§ Required action
With nothing added and nothing dropped, write out all of the entries below.

§ Supplied data
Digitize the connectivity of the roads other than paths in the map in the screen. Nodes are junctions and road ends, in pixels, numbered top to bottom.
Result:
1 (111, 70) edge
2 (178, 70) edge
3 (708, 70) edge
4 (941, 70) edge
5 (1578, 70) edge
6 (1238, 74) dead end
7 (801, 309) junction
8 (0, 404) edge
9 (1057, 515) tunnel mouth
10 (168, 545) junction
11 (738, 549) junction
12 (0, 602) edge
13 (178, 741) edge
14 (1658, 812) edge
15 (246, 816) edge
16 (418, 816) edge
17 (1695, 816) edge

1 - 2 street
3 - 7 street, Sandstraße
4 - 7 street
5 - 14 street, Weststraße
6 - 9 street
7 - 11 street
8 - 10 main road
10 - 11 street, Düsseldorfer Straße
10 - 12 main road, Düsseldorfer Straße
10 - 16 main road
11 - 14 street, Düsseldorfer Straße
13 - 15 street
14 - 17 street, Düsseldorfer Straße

§ Written solution
Digitize the connectivity of the roads other than paths in the map in the screen. Nodes are junctions and road ends, in pixels, numbered top to bottom.
Result:
1 (111, 70) edge
2 (178, 70) edge
3 (708, 70) edge
4 (941, 70) edge
5 (1578, 70) edge
6 (1238, 74) dead end
7 (801, 309) junction
8 (0, 404) edge
9 (1057, 515) tunnel mouth
10 (168, 545) junction
11 (738, 549) junction
12 (0, 602) edge
13 (178, 741) edge
14 (1658, 812) edge
15 (246, 816) edge
16 (418, 816) edge
17 (1695, 816) edge

1 - 2 street
3 - 7 street, Sandstraße
4 - 7 street
5 - 14 street, Weststraße
6 - 9 street
7 - 11 street
8 - 10 main road
10 - 11 street, Düsseldorfer Straße
10 - 12 main road, Düsseldorfer Straße
10 - 16 main road
11 - 14 street, Düsseldorfer Straße
13 - 15 street
14 - 17 street, Düsseldorfer Straße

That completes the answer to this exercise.